U.S. Open – Nadal campione e i 54 colpi

Lo scambio di 54 colpi, giocati con una velocità e una forza più da androidi che da atleti, tra Rafael Nadal e Novak Djokovic non è solo uno dei più belli per intensità, tenacia e tecnica visti sul circuito negli ultimi anni, ma appere nella cornice della finale US Open come il manifesto di una nuova epoca per il tennis. Piaccia o no le cose sono cambiate, gli anni dell’estro di Federer sono ormai alle spalle.
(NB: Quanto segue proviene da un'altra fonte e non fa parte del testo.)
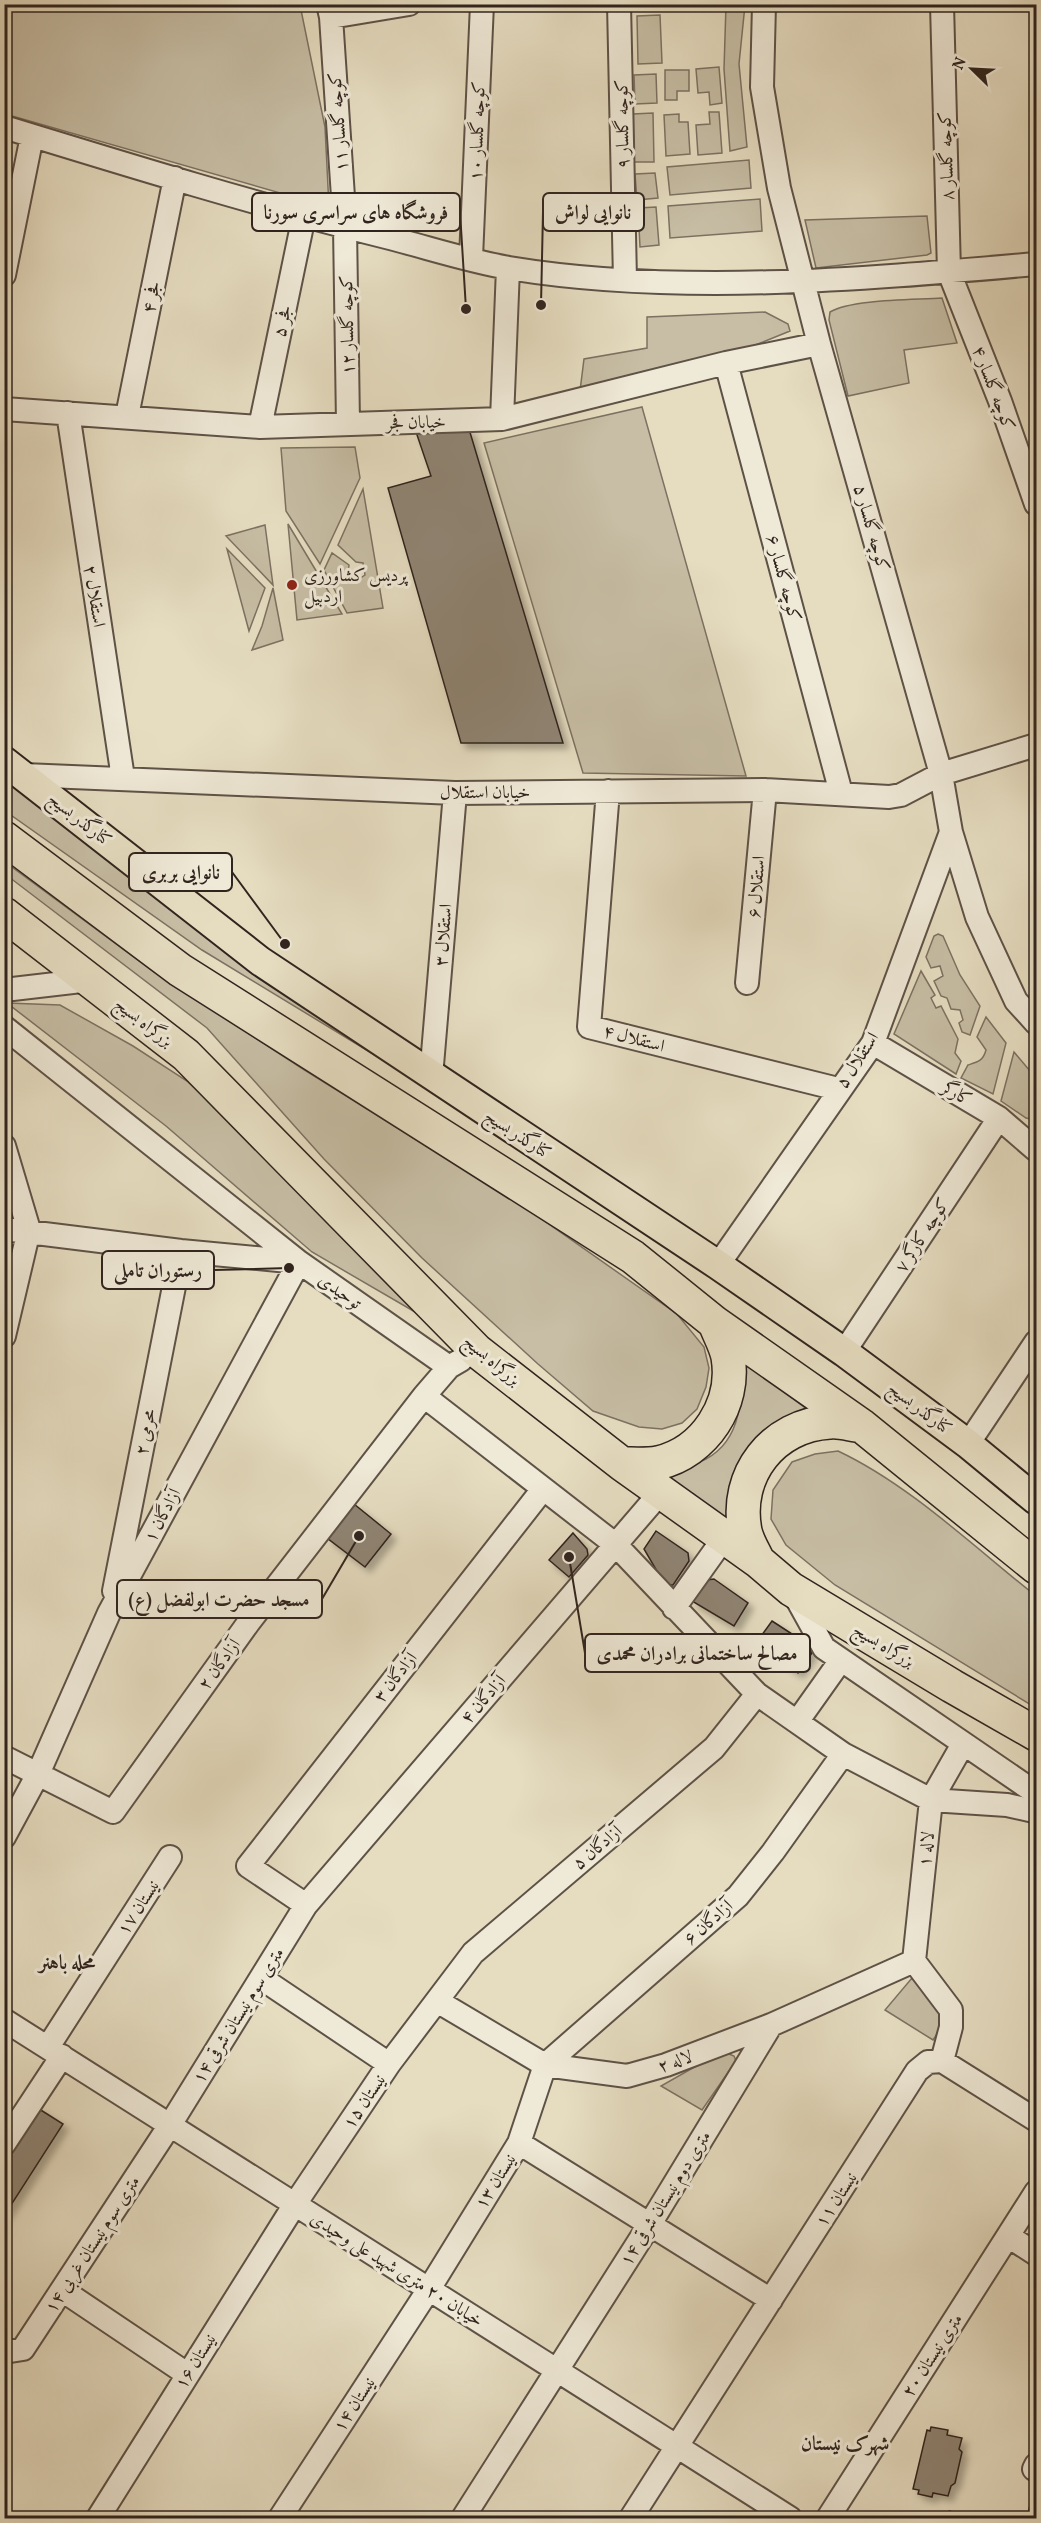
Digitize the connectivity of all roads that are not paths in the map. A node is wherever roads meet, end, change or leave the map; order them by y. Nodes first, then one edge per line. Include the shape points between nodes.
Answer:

È strano parlare di novità considerando che sull’Artur Ashe si contavano una somma di 18 titoli slam (12 Nadal e 6 Djokovic) che inevitabilmente sarebbero diventati 19 al termine del match. Lo spettacolo che gli appassionati hanno potuto ammirare ieri nel tempio del tennis americano però è qualcosa di diverso rispetto alle precedenti 36 sfide tra Nadal e Djokovic, che si erano già incontrati 5 volte in una finale slam, è una dimostrazione di come il tennis sia in continua evoluzione e serve da monito alle nuove generazioni: per vincere in quest’epoca non basta essere dei campioni, bisogna essere perfetti. Quello scambio, quei 54 colpi senza discese a rete in 80 secondi, ci mostrano nel contesto di una partita giocata ad un ritmo fiammeggiante come ci si trovi sempre più davanti ad uno sport che si combatte come una guerra di logoramento. I due campioni si sono affrontati mettendo in mostra capacità atletiche, tecniche e mentali probabilmente mai viste prima non tanto singolarmente, quanto nella loro combinazione.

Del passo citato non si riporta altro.